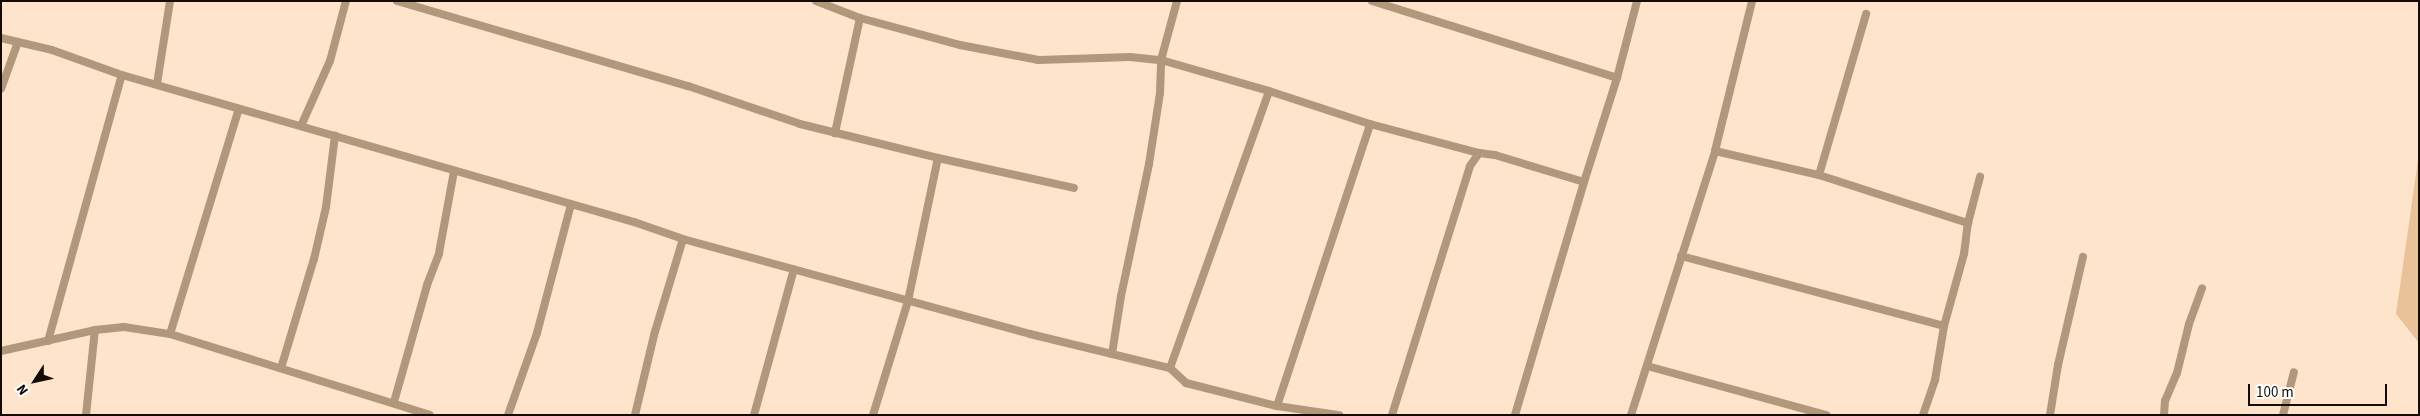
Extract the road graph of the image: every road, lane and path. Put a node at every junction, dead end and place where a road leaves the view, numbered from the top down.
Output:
1 (170, 1) edge
2 (346, 1) edge
3 (397, 1) edge
4 (816, 1) edge
5 (1177, 1) edge
6 (1372, 1) edge
7 (1637, 1) edge
8 (1752, 1) edge
9 (1866, 14) dead end
10 (860, 18) junction
11 (1, 38) edge
12 (18, 42) junction
13 (1161, 60) junction
14 (122, 75) junction
15 (1617, 78) junction
16 (157, 84) junction
17 (1, 89) edge
18 (1269, 91) junction
19 (239, 109) junction
20 (1370, 124) junction
21 (301, 126) junction
22 (835, 133) junction
23 (334, 136) junction
24 (1715, 151) junction
25 (1479, 153) junction
26 (938, 158) junction
27 (454, 171) junction
28 (1819, 175) junction
29 (1980, 177) dead end
30 (1584, 182) junction
31 (1074, 188) dead end
32 (571, 204) junction
33 (1968, 223) junction
34 (683, 239) junction
35 (1682, 256) junction
36 (2083, 257) dead end
37 (794, 269) junction
38 (2202, 288) dead end
39 (908, 301) junction
40 (1944, 326) junction
41 (95, 330) junction
42 (170, 334) junction
43 (48, 341) junction
44 (1, 351) edge
45 (1112, 354) junction
46 (1647, 366) junction
47 (281, 368) junction
48 (1170, 368) junction
49 (2294, 372) dead end
50 (394, 402) junction
51 (1277, 406) junction
52 (86, 415) edge
53 (430, 415) edge
54 (508, 415) edge
55 (635, 415) edge
56 (754, 415) edge
57 (873, 415) edge
58 (1338, 415) edge
59 (1392, 415) edge
60 (1515, 415) edge
61 (1631, 415) edge
62 (1826, 415) edge
63 (1923, 415) edge
64 (2050, 415) edge
65 (2164, 415) edge
66 (2283, 415) edge

1 - 16 street
2 - 21 street
3 - 22 street
4 - 10 street
5 - 13 street
6 - 15 street
7 - 15 street
8 - 24 street
9 - 28 street
10 - 13 street
10 - 22 street
11 - 12 street
12 - 14 street
12 - 17 street
13 - 18 street
13 - 45 street
14 - 16 street
14 - 43 street
15 - 30 street
16 - 19 street
18 - 20 street
18 - 48 street
19 - 21 street
19 - 42 street
20 - 25 street
20 - 51 street
21 - 23 street
22 - 26 street
23 - 27 street
23 - 47 street
24 - 28 street
24 - 35 street
25 - 30 street
25 - 59 street
26 - 31 street
26 - 39 street
27 - 32 street
27 - 50 street
28 - 33 street
29 - 33 street
30 - 60 street
32 - 34 street
32 - 54 street
33 - 40 street
34 - 37 street
34 - 55 street
35 - 40 street
35 - 46 street
36 - 64 street
37 - 39 street
37 - 56 street
38 - 65 street
39 - 45 street
39 - 57 street
40 - 63 street
41 - 42 street
41 - 43 street
41 - 52 street
42 - 47 street
43 - 44 street
45 - 48 street
46 - 61 street
46 - 62 street
47 - 50 street
48 - 51 street
49 - 66 street
50 - 53 street
51 - 58 street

YOUR ASSIGNMENT => From the first record to the last, print everything again exactly, without pictures.

TASK ANSWER =>
Extract the road graph of the image: every road, lane and path. Put a node at every junction, dead end and place where a road leaves the view, numbered from the top down.
Output:
1 (170, 1) edge
2 (346, 1) edge
3 (397, 1) edge
4 (816, 1) edge
5 (1177, 1) edge
6 (1372, 1) edge
7 (1637, 1) edge
8 (1752, 1) edge
9 (1866, 14) dead end
10 (860, 18) junction
11 (1, 38) edge
12 (18, 42) junction
13 (1161, 60) junction
14 (122, 75) junction
15 (1617, 78) junction
16 (157, 84) junction
17 (1, 89) edge
18 (1269, 91) junction
19 (239, 109) junction
20 (1370, 124) junction
21 (301, 126) junction
22 (835, 133) junction
23 (334, 136) junction
24 (1715, 151) junction
25 (1479, 153) junction
26 (938, 158) junction
27 (454, 171) junction
28 (1819, 175) junction
29 (1980, 177) dead end
30 (1584, 182) junction
31 (1074, 188) dead end
32 (571, 204) junction
33 (1968, 223) junction
34 (683, 239) junction
35 (1682, 256) junction
36 (2083, 257) dead end
37 (794, 269) junction
38 (2202, 288) dead end
39 (908, 301) junction
40 (1944, 326) junction
41 (95, 330) junction
42 (170, 334) junction
43 (48, 341) junction
44 (1, 351) edge
45 (1112, 354) junction
46 (1647, 366) junction
47 (281, 368) junction
48 (1170, 368) junction
49 (2294, 372) dead end
50 (394, 402) junction
51 (1277, 406) junction
52 (86, 415) edge
53 (430, 415) edge
54 (508, 415) edge
55 (635, 415) edge
56 (754, 415) edge
57 (873, 415) edge
58 (1338, 415) edge
59 (1392, 415) edge
60 (1515, 415) edge
61 (1631, 415) edge
62 (1826, 415) edge
63 (1923, 415) edge
64 (2050, 415) edge
65 (2164, 415) edge
66 (2283, 415) edge

1 - 16 street
2 - 21 street
3 - 22 street
4 - 10 street
5 - 13 street
6 - 15 street
7 - 15 street
8 - 24 street
9 - 28 street
10 - 13 street
10 - 22 street
11 - 12 street
12 - 14 street
12 - 17 street
13 - 18 street
13 - 45 street
14 - 16 street
14 - 43 street
15 - 30 street
16 - 19 street
18 - 20 street
18 - 48 street
19 - 21 street
19 - 42 street
20 - 25 street
20 - 51 street
21 - 23 street
22 - 26 street
23 - 27 street
23 - 47 street
24 - 28 street
24 - 35 street
25 - 30 street
25 - 59 street
26 - 31 street
26 - 39 street
27 - 32 street
27 - 50 street
28 - 33 street
29 - 33 street
30 - 60 street
32 - 34 street
32 - 54 street
33 - 40 street
34 - 37 street
34 - 55 street
35 - 40 street
35 - 46 street
36 - 64 street
37 - 39 street
37 - 56 street
38 - 65 street
39 - 45 street
39 - 57 street
40 - 63 street
41 - 42 street
41 - 43 street
41 - 52 street
42 - 47 street
43 - 44 street
45 - 48 street
46 - 61 street
46 - 62 street
47 - 50 street
48 - 51 street
49 - 66 street
50 - 53 street
51 - 58 street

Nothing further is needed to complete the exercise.